珍島犬は、韓国の珍島を原産とする中型犬です。豊山犬と同じ朝鮮半島の在来犬であり、引き締まった体や立ち耳、巻き尾など、外見上の共通点が多くあります。

体高は珍島犬がオス50〜55cm、メス45〜50cmとされるのに対し、豊山犬は55〜60cmが目安です。そのため、豊山犬のほうがやや大きく、骨格や胴まわりにも力強さを感じさせます。

毛色にも違いがあり、白を基本とする豊山犬に対して、珍島犬にはレッド・フォーン、ホワイト、ブラック、ブラック・アンド・タン、ウルフ・グレー、ブリンドルなどがあります。

また、珍島犬は国際畜犬連盟に公認され、ジャパンケネルクラブでも犬種として扱われていますが、豊山犬には同様の国際的な犬種標準がありません。

秋田犬との違い

秋田犬は日本原産の大型犬で、豊山犬と同じように三角形の立ち耳と巻き尾を持ちます。白い秋田犬は豊山犬とよく似ていますが、秋田犬のほうが骨量が多く、頭部や胸まわりにも重厚感があります。
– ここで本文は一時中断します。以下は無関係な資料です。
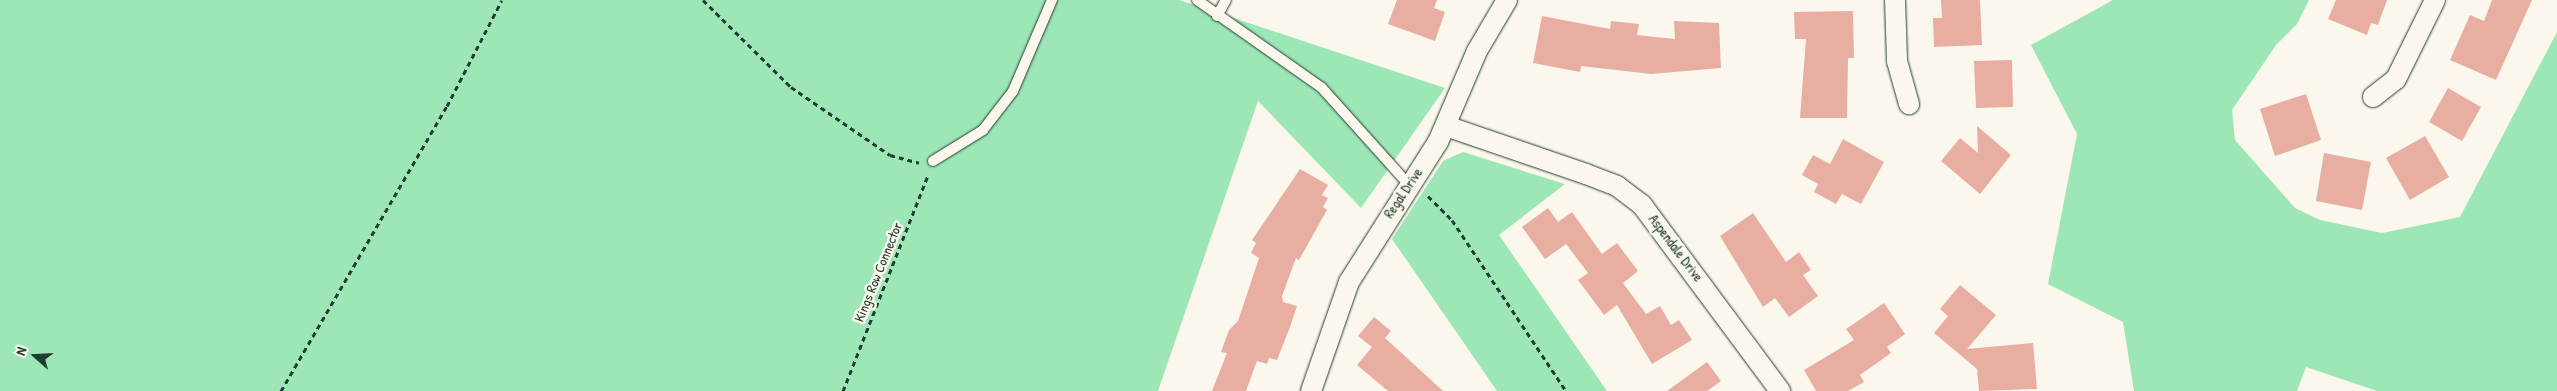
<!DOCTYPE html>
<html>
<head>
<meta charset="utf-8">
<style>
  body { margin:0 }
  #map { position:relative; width:2557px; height:391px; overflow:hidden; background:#fbf7ec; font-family:"Patrick Hand",sans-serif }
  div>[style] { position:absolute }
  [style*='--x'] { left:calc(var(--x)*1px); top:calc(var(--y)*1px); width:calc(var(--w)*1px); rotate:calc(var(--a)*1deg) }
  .green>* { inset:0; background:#9de7b6 }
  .building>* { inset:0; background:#e8aea2 }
  .path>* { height:3px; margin-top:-1.5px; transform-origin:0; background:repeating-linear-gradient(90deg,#1f3d34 0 5px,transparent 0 9px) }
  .roads { filter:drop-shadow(0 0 1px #1f3d34) drop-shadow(0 0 1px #1f3d34) }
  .lane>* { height:10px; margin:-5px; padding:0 5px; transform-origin:5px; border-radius:5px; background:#fbf7ec }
  .street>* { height:20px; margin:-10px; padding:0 10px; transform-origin:10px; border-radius:10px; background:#fbf7ec }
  span { translate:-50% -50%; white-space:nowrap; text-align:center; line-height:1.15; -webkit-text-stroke:5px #fbf7ec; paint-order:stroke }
  .street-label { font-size:14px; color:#1f3d34 }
  .north { position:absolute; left:10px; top:331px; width:50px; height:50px; -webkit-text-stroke:4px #fbf7ec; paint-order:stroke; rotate:289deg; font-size:14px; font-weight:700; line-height:20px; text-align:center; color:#1f3d34 }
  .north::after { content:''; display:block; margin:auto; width:18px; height:22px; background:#1f3d34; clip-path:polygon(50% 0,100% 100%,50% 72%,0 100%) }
</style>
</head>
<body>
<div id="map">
  <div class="green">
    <i style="clip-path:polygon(0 0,1179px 0,1445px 88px,1361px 208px,1258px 101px,1158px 391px,0 391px)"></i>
    <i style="clip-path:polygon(2113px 0,2309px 0,2297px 24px,2276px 45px,2232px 110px,2235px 140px,2295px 208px,2320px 220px,2382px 233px,2460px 217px,2557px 32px,2557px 391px,2377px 391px,2306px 367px,2297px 391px,2134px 391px,2123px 322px,2048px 284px,2077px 134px,2031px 45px)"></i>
    <i style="clip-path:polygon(1463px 152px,1565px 184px,1499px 235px,1607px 391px,1497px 391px,1392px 239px,1443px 161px)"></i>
  </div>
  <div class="building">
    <i style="clip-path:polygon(1397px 0,1437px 0,1434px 8px,1445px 12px,1435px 41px,1388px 24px)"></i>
    <i style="clip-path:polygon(1941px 0,1980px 0,1982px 45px,1934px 47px,1933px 18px,1942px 18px)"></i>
    <i style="clip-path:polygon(2336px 0,2387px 0,2378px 25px,2371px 23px,2367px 35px,2328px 19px)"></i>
    <i style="clip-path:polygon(2492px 0,2532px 0,2496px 80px,2450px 60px,2470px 15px,2484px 21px)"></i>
    <i style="clip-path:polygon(1853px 11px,1854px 58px,1848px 58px,1847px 118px,1800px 118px,1806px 39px,1795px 39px,1794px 12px)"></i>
    <i style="clip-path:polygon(1542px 16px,1610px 29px,1611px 21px,1639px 24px,1637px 35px,1675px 39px,1674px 21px,1719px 23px,1721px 68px,1651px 74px,1581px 66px,1580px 72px,1533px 63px)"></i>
    <i style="clip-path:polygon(2012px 60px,2013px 107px,1976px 108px,1974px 61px)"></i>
    <i style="clip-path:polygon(2448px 88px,2481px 107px,2462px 141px,2429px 122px)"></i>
    <i style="clip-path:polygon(2306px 94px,2321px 140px,2275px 156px,2260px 109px)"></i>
    <i style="clip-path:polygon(1977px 126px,2011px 155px,1980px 194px,1941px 161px,1960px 138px,1978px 153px)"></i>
    <i style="clip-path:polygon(2425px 136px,2449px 177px,2410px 200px,2386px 158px)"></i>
    <i style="clip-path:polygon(1843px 139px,1884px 162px,1861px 204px,1842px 194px,1836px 204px,1814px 192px,1818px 184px,1802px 175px,1813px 155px,1830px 164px)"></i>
    <i style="clip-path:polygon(2324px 153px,2371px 162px,2362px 210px,2316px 201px)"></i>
    <i style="clip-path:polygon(1300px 169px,1328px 185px,1322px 195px,1328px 198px,1323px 207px,1327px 210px,1299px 260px,1296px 258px,1282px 296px,1283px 302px,1297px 306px,1290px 327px,1277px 360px,1269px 358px,1267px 364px,1257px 361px,1246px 391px,1212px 391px,1227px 353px,1221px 352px,1229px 330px,1238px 321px,1259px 258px,1251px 253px,1256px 243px,1252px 240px)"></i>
    <i style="clip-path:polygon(1548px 208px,1558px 222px,1572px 212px,1602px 254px,1617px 243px,1638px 271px,1623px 283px,1646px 314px,1660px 306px,1671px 325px,1679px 320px,1692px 340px,1652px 364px,1617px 305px,1604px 315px,1578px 280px,1588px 273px,1566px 244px,1545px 259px,1522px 227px)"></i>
    <i style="clip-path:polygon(1753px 213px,1786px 262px,1799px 252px,1811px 270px,1803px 275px,1818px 296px,1789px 317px,1775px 298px,1763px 307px,1720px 236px)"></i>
    <i style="clip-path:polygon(1960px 285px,1996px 315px,1967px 349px,2033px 343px,2037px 389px,1979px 391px,1977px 369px,1934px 333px,1948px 316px,1940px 309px)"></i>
    <i style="clip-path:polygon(1884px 303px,1905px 334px,1887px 347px,1891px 353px,1860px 375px,1864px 382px,1848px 391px,1816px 391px,1804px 370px,1854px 340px,1846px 329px)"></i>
    <i style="clip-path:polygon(1374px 317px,1391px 331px,1385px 338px,1443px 391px,1388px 391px,1357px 365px,1372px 347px,1358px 336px)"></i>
    <i style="clip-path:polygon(1707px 362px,1721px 381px,1707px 391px,1667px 391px)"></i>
  </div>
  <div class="path">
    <i style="--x:703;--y:0;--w:124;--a:44.7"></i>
    <i style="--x:791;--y:87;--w:120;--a:34.5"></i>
    <i style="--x:890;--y:155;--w:30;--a:15"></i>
    <i style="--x:1428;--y:196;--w:34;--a:45"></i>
    <i style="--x:1452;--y:220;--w:206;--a:56.3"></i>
    <i style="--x:281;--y:391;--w:330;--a:-59.8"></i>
    <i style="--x:447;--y:106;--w:119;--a:-62.6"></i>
    <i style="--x:843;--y:391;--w:232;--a:-68.5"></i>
  </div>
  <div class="roads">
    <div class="lane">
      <i style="--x:1197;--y:0;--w:153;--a:35.1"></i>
      <i style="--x:1322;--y:88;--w:130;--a:48.1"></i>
      <i style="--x:1217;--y:16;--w:18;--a:-61"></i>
      <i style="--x:933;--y:161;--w:59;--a:-31.8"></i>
      <i style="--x:983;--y:130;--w:49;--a:-52.4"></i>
      <i style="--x:1013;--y:91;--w:99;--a:-66.8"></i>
    </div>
    <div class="street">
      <i style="--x:1895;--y:0;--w:61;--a:88.1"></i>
      <i style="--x:1897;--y:61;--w:45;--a:74.4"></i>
      <i style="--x:2373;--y:97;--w:29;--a:-38"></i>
      <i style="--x:2396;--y:79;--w:88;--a:-63.7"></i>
      <i style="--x:1446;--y:126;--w:148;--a:18.9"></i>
      <i style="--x:1586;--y:174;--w:33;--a:21"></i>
      <i style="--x:1617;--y:186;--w:31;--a:37"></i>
      <i style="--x:1642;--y:205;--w:232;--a:53.4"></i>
      <i style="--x:1311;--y:391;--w:115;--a:-70.8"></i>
      <i style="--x:1349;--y:282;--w:166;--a:-57.6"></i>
      <i style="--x:1438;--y:142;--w:99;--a:-66.8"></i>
      <i style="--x:1477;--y:51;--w:59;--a:-59.5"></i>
    </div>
  </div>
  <div class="street-label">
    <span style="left:1403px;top:193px;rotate:-56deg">Regal Drive</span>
    <span style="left:1676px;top:248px;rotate:53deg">Aspendale Drive</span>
    <span style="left:878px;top:272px;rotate:-68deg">Kings Row Connector</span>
  </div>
  <div class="north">N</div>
</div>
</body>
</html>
秋田犬の体高はオスが67cm前後、メスが61cm前後で、55〜60cmとされる豊山犬よりも一般に大きめです。ただし、豊山犬とメスの秋田犬では体高の範囲が近くなることもあります。

毛色は、豊山犬が白を基本とするのに対し、秋田犬には赤、胡麻、虎、白があります。体格の大きさや毛色の種類を確認すると、外見が似た個体でも両犬種を見分けやすくなるでしょう。

まとめ

豊山犬は、朝鮮半島北部の旧豊山地域で受け継がれてきた中型の猟犬です。白を基本とする厚い被毛、立ち耳、巻き尾、引き締まった力強い体つきを持ち、穏やかさと勇敢さ、独立心をあわせ持つとされています。
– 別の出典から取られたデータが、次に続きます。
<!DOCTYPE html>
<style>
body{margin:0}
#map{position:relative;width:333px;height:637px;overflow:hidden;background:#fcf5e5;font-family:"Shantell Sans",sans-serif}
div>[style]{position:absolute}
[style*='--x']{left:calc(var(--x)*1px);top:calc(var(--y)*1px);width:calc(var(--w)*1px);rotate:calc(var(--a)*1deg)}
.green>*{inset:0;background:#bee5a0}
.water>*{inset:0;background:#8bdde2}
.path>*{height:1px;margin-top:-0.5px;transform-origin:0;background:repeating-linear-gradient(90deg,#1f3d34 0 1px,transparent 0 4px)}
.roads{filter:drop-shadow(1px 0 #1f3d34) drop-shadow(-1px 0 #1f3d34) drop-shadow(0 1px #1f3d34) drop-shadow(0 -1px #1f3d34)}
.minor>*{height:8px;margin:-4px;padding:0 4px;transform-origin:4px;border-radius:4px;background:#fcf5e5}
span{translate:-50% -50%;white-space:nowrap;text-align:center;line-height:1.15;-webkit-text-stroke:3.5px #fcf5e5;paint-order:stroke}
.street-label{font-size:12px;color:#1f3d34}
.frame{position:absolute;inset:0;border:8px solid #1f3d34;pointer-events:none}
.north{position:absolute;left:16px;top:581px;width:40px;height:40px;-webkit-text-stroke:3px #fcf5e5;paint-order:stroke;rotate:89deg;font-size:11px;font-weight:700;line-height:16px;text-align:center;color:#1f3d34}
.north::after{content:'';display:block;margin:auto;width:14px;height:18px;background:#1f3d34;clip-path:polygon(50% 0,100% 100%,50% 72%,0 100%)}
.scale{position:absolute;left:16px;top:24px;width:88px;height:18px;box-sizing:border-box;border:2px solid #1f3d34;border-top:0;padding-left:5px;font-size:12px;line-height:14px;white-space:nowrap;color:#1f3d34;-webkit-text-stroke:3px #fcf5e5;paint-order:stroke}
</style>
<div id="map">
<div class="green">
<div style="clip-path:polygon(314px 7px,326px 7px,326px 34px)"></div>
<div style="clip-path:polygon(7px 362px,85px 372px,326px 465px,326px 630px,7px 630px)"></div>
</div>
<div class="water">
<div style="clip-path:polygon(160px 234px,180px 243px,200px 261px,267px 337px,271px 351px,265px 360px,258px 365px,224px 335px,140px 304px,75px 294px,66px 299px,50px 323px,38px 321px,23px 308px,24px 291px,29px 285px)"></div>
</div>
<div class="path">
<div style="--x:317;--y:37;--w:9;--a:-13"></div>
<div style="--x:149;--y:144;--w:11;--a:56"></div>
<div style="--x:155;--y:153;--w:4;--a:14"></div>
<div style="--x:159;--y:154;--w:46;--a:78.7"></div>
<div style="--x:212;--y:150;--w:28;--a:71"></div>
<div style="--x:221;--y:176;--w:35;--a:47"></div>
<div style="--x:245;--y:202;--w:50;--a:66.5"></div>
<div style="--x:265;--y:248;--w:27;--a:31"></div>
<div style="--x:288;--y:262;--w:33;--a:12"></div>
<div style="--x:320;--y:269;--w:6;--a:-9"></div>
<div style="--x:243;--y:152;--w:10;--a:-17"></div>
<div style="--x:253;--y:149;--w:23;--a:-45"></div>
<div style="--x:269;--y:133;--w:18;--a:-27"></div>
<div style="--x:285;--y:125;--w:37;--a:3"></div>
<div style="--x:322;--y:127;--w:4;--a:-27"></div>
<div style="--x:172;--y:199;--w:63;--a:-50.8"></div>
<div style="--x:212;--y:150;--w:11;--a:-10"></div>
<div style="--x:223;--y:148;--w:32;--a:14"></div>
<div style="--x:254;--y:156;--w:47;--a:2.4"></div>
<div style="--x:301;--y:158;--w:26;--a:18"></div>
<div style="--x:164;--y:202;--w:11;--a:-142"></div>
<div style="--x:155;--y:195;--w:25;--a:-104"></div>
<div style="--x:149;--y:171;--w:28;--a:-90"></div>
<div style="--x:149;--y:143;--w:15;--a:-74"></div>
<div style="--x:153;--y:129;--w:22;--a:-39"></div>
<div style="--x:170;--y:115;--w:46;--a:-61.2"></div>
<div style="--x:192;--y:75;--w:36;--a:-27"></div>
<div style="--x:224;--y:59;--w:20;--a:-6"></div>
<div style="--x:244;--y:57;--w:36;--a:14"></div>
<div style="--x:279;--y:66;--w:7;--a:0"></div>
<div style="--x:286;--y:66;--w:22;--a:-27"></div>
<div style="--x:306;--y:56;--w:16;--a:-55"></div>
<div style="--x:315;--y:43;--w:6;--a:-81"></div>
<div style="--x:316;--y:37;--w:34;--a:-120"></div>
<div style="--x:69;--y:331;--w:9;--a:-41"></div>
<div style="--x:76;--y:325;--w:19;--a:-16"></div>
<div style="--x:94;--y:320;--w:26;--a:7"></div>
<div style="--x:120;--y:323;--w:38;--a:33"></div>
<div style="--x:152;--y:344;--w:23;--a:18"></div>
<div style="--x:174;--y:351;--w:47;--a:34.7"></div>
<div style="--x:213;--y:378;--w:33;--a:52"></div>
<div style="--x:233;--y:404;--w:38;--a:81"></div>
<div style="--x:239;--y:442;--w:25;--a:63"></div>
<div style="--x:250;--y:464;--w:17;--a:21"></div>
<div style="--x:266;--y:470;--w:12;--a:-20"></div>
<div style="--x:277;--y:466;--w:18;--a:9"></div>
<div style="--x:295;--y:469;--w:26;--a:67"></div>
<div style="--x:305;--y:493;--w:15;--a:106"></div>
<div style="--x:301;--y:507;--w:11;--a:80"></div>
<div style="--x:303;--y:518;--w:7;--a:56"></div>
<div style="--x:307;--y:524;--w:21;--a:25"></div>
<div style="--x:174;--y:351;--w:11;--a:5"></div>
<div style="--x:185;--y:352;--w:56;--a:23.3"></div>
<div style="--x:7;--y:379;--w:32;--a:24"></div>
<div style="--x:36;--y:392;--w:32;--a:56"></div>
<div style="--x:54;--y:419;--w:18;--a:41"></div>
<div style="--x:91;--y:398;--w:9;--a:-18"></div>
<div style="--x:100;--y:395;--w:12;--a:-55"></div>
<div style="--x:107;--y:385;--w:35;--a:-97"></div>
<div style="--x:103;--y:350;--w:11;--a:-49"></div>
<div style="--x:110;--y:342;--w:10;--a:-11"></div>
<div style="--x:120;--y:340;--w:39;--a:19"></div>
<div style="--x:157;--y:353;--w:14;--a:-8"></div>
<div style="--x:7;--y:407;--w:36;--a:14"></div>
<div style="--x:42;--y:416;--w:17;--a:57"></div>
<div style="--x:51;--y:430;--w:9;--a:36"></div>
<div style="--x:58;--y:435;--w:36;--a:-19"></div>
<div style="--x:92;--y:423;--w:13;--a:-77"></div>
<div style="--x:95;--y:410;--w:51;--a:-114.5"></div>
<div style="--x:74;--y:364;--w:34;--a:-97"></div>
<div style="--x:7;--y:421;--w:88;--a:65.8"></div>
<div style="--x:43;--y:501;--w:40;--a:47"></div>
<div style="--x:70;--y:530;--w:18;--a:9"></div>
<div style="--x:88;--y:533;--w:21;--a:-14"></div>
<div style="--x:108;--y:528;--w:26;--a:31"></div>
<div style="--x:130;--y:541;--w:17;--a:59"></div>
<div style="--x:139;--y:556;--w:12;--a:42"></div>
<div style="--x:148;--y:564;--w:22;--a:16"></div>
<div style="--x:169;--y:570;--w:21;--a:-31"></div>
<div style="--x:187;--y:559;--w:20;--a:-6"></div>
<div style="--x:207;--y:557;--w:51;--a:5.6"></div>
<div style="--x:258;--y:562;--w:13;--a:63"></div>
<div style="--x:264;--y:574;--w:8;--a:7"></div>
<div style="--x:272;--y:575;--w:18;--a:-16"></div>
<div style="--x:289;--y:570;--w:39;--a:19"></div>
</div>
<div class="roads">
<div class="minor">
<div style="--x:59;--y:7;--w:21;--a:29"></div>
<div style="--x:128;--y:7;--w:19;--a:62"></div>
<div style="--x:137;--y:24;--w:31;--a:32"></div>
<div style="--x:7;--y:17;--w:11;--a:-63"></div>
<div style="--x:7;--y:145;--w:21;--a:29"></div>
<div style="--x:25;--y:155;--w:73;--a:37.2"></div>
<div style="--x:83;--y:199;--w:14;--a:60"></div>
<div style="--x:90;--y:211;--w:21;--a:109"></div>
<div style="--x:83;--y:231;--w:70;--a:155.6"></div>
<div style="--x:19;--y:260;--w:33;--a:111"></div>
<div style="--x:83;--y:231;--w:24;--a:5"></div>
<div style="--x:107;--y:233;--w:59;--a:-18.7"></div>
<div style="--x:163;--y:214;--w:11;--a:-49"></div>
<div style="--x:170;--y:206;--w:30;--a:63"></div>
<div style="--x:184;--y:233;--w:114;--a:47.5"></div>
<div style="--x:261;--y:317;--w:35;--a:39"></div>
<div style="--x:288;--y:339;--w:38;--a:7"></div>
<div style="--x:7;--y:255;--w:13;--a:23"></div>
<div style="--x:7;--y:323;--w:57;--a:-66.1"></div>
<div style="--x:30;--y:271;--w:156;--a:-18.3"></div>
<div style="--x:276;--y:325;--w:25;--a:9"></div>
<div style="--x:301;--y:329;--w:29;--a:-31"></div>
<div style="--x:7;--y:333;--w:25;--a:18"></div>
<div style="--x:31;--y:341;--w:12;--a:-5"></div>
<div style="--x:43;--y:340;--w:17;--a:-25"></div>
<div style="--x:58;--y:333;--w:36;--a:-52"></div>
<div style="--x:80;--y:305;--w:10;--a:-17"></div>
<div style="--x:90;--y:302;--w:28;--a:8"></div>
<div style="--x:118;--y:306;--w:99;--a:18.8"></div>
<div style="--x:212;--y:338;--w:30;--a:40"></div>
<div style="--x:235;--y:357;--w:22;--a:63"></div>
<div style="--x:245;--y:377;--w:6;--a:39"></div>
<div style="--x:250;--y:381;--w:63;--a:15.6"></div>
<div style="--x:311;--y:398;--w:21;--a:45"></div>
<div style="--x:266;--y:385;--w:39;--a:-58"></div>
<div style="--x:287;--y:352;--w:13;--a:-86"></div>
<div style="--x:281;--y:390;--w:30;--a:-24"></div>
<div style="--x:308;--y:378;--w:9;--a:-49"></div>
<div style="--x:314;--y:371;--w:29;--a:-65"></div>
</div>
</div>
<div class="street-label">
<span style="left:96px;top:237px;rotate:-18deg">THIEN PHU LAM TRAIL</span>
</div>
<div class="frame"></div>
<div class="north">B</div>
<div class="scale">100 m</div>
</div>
北朝鮮を代表する在来犬として保護され、南北交流や外交の場で贈られたことでも知られています。

日本で飼育すること自体が一律に禁止されている犬種ではありませんが、国内での流通はほとんどなく、北朝鮮からの直接輸入もできません。

寿命や犬種特有の病気について信頼できる統計は少ないため、迎える場合は入手経路を慎重に確認し、十分な運動環境や脱走対策、日常的な健康観察を整える必要があります。

珍しい外見だけで判断せず、猟犬として受け継がれてきた背景と飼育の難しさを理解することが大切です。